Here be monsters
Baudolino
by Umberto Eco
522pp, Secker & Warburg, £18
Italo Calvino described a "deep-rooted tradition in Italian literature... the notion of the literary work as a map of the world and the knowable, of writing driven on by a thirst for knowledge that may in turns be theological, speculative, magical, encyclopaedic..." He was talking about Dante the visionary and Galileo the cosmographer, but he himself, and Umberto Eco, also work from the same impulses.
Eco's new novel, set during the sack of Constantinople in 1204, derives from Boccaccio its form of stories told during a crisis, but has things in common also with the fabulating fantasy of Calvino's Imaginary Cities. It is the life-history of Baudolino, a self-confessed liar, told to the Byzantine historian Niketas Choniates. It is fiction - Eco's, Baudolino's, tall-storytellers' of the ancient world - woven into the history of the fourth crusade.
At the centre of the novel is a brilliant conceit about how the human mind makes up its world. It is an examination of the deep need for explanatory stories - myths, fables, chronicles, family traditions, science - and works in codes and layers that resemble the medieval methods of biblical interpretation as much as modern semiotics. It turns, like the Christian religion, on questions of paternity and the presence of the divine spirit in matter such as the blood and wine of the Eucharist.

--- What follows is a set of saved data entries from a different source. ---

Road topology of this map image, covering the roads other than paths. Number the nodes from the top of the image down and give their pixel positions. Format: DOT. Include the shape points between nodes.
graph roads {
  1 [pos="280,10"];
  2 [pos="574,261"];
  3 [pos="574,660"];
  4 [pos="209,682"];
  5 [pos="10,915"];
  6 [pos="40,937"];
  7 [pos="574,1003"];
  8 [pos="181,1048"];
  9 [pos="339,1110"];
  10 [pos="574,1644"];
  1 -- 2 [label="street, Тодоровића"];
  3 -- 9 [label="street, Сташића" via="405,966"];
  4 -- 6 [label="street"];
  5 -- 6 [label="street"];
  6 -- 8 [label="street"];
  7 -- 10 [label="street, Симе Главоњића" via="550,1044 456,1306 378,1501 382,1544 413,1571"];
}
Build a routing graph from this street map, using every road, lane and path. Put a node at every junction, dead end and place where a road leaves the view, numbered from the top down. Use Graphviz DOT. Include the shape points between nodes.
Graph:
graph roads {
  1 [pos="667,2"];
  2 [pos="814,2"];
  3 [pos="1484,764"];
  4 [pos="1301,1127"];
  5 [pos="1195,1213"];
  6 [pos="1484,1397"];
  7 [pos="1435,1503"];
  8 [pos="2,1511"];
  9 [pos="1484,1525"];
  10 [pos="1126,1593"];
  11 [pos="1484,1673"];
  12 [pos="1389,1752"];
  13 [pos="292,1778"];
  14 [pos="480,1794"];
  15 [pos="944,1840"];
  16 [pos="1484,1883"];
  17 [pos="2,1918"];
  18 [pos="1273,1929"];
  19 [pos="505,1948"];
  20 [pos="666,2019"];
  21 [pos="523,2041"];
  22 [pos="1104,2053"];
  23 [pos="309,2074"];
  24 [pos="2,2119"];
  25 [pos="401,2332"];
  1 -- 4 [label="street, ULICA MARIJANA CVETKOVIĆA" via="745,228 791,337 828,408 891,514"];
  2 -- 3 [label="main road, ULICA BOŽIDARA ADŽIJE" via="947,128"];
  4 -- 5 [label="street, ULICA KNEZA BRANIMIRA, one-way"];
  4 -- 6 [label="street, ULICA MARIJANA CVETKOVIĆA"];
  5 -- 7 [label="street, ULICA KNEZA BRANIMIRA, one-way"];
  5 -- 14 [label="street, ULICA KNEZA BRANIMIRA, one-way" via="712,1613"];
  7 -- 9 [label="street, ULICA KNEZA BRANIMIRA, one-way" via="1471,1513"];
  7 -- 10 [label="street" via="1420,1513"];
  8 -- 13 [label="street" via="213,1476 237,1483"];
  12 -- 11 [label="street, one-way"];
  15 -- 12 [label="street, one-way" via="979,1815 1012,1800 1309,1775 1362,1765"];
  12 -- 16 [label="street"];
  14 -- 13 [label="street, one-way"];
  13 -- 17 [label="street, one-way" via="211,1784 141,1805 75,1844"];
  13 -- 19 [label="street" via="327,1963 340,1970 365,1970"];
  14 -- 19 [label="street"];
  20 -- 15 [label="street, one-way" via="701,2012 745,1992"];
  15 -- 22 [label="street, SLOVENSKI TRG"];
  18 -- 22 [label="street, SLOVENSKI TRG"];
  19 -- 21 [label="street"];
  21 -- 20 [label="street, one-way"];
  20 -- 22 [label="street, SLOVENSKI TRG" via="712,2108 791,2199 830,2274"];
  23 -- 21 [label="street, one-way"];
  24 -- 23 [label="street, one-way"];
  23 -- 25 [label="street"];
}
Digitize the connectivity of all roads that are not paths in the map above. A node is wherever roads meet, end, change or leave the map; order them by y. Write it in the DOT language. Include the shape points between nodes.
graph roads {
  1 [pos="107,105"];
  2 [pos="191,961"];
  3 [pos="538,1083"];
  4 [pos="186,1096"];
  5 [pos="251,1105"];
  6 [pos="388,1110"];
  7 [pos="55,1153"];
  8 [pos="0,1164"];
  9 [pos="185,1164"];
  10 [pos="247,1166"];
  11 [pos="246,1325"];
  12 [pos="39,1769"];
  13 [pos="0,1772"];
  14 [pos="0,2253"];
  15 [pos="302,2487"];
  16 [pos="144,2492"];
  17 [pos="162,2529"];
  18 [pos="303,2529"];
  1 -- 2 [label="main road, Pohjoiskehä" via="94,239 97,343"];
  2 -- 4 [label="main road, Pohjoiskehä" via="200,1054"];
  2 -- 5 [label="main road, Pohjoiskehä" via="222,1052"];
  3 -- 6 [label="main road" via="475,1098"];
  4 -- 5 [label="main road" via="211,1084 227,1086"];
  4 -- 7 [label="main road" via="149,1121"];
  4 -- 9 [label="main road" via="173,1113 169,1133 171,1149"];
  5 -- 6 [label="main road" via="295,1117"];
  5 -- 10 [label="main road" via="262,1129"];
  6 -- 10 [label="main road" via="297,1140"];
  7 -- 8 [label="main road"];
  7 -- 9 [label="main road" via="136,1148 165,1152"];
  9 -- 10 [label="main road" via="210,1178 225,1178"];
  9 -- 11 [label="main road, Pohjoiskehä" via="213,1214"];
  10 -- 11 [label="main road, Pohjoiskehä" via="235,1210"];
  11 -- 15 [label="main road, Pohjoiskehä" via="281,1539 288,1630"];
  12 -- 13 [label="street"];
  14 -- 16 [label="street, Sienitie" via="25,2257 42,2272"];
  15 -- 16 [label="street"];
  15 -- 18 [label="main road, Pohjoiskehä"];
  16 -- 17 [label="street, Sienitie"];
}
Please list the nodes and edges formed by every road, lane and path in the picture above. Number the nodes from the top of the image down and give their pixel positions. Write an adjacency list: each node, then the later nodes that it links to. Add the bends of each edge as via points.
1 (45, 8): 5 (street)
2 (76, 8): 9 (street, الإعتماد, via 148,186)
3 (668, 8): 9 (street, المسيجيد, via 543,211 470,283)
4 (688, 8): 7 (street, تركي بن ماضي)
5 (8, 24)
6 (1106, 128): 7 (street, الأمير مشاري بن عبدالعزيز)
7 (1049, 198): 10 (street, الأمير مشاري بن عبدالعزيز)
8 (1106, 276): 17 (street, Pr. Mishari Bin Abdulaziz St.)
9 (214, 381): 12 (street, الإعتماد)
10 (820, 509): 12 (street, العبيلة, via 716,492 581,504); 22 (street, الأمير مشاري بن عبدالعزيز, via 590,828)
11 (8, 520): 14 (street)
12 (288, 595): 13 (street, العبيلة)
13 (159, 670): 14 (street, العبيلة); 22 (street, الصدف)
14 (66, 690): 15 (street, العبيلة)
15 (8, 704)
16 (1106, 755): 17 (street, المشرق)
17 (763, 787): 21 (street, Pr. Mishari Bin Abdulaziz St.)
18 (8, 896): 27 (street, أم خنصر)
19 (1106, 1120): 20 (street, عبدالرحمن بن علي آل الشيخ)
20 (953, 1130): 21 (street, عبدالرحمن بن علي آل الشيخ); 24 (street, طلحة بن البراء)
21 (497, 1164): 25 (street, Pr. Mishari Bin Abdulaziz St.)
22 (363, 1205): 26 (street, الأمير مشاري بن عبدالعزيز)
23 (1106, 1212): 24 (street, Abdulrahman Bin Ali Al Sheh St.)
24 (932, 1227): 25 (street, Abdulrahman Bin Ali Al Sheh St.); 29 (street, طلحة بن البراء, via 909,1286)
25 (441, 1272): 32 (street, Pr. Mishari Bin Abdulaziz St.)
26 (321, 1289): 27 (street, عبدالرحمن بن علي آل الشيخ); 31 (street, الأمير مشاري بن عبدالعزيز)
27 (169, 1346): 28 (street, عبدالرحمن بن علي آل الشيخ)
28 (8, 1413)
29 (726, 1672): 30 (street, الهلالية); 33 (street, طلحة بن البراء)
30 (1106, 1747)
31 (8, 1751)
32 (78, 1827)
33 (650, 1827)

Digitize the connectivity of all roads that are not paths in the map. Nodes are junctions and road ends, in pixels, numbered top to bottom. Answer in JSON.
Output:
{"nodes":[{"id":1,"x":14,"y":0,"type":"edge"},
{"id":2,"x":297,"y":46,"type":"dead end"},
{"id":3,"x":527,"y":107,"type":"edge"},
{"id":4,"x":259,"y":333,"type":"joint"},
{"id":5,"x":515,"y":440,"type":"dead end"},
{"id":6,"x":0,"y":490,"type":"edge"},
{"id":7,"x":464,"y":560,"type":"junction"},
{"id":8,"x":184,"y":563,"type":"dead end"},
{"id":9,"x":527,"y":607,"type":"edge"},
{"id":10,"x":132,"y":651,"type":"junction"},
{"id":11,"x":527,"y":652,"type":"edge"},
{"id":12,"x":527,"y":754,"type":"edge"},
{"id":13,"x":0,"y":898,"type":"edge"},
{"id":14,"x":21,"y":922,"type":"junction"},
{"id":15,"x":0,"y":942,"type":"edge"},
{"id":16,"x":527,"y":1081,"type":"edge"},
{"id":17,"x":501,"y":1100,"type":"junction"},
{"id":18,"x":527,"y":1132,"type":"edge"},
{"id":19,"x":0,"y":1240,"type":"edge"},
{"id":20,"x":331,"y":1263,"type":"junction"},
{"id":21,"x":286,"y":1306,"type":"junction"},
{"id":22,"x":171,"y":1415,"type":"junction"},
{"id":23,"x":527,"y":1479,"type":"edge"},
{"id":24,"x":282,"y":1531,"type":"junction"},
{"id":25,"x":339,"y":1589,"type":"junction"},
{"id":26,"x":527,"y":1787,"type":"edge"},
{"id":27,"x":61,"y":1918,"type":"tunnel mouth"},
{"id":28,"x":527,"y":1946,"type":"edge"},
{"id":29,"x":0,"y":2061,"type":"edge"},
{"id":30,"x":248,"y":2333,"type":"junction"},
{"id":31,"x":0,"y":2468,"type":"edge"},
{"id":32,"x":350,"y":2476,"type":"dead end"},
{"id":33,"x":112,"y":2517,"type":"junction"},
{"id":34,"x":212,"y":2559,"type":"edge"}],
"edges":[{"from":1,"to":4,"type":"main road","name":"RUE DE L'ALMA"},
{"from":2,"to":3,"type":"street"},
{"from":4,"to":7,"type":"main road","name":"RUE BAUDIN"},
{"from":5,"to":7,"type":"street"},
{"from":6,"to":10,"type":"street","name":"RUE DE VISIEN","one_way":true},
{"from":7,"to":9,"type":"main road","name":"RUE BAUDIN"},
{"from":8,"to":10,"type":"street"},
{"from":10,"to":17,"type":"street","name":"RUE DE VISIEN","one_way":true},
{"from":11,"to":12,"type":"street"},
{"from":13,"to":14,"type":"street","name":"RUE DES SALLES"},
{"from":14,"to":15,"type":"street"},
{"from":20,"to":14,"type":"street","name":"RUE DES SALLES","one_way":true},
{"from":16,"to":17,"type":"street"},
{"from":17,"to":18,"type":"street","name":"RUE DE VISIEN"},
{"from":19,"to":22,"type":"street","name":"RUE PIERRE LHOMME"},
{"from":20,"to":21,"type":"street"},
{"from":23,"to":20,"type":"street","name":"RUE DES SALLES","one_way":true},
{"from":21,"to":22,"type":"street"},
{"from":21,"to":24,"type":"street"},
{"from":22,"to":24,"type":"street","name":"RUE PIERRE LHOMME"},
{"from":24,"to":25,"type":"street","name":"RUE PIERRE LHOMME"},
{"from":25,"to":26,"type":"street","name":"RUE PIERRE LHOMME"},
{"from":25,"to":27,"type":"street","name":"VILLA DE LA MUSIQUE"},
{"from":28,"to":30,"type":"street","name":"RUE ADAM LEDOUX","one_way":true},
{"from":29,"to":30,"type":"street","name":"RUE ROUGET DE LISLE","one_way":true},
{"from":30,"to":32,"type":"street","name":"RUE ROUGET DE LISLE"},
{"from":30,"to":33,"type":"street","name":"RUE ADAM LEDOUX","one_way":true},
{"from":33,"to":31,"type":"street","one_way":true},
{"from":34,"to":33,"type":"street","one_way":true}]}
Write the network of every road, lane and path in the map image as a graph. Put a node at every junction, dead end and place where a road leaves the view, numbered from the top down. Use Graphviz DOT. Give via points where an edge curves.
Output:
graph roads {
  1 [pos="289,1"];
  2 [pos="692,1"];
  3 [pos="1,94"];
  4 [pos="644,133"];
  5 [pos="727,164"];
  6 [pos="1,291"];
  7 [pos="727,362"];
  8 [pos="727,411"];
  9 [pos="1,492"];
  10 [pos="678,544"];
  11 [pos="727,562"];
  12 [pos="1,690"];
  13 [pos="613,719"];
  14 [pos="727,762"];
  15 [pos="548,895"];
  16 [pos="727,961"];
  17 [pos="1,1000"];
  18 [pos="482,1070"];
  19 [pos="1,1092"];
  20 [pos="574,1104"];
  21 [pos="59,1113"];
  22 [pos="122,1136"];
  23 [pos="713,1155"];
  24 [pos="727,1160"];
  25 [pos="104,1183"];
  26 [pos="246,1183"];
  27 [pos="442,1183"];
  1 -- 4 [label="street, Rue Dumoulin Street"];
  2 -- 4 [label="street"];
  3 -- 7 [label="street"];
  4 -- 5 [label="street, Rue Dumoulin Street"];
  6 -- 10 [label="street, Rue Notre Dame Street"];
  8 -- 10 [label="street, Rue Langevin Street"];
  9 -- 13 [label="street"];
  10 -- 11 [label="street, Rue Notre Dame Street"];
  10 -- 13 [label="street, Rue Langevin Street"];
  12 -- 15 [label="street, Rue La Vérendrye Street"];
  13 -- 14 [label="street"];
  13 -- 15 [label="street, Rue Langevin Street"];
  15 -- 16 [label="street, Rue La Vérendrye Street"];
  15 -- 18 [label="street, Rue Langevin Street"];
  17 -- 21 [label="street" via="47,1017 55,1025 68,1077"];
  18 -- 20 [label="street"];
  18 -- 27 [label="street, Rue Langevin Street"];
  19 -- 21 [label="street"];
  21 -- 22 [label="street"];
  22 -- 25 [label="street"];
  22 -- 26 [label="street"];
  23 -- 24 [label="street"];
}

Baudolino lives a Freudian family romance. His father Gagliaudo is an Italian peasant, but he tells the story of how he became an adopted, favoured son of the Holy Roman Emperor, Frederick Barbarossa. He falls in love - in the classical situation of chaste courtly love and distant desire - with Barbarossa's wife, Beatrice of Burgundy, a kind of passion that thrives on fantasy and invention. He writes poems for a poet who loves an imaginary woman he has never seen. He marries, almost incidentally, a 15-year-old girl who dies in childbirth and gives birth to a real, dead, monster.
Baudolino's personal family romance at another level is reflected in the endless theological struggles of the time about the exact relation of the Christian Trinity, Father, Son and Holy Spirit, the exact nature of the flesh of the Virgin and the Son, the nature of the presence of the dead God in the blood and wine of the sacrament. This is Eco's field and the debates are both detailed, obscurantist, comic and brilliantly baffling.
The family romance extends itself into the romance of travel, the romance of legend, and the romance of desire. Baudolino is a forger of fictions - his love poems resemble Cyrano, he makes up a letter from the legendary Prester John, ruler of a fabulous faraway land, and devises imaginary maps of the known or speculative world. He gets involved in the business of fake relics - several dried heads of John the Baptist, nails of the True Cross, and finally the lost Grasal, or Grail, the Cup of the Last Supper, which Baudolino invents by using the worn wooden bowl from which his dying (real) father drinks.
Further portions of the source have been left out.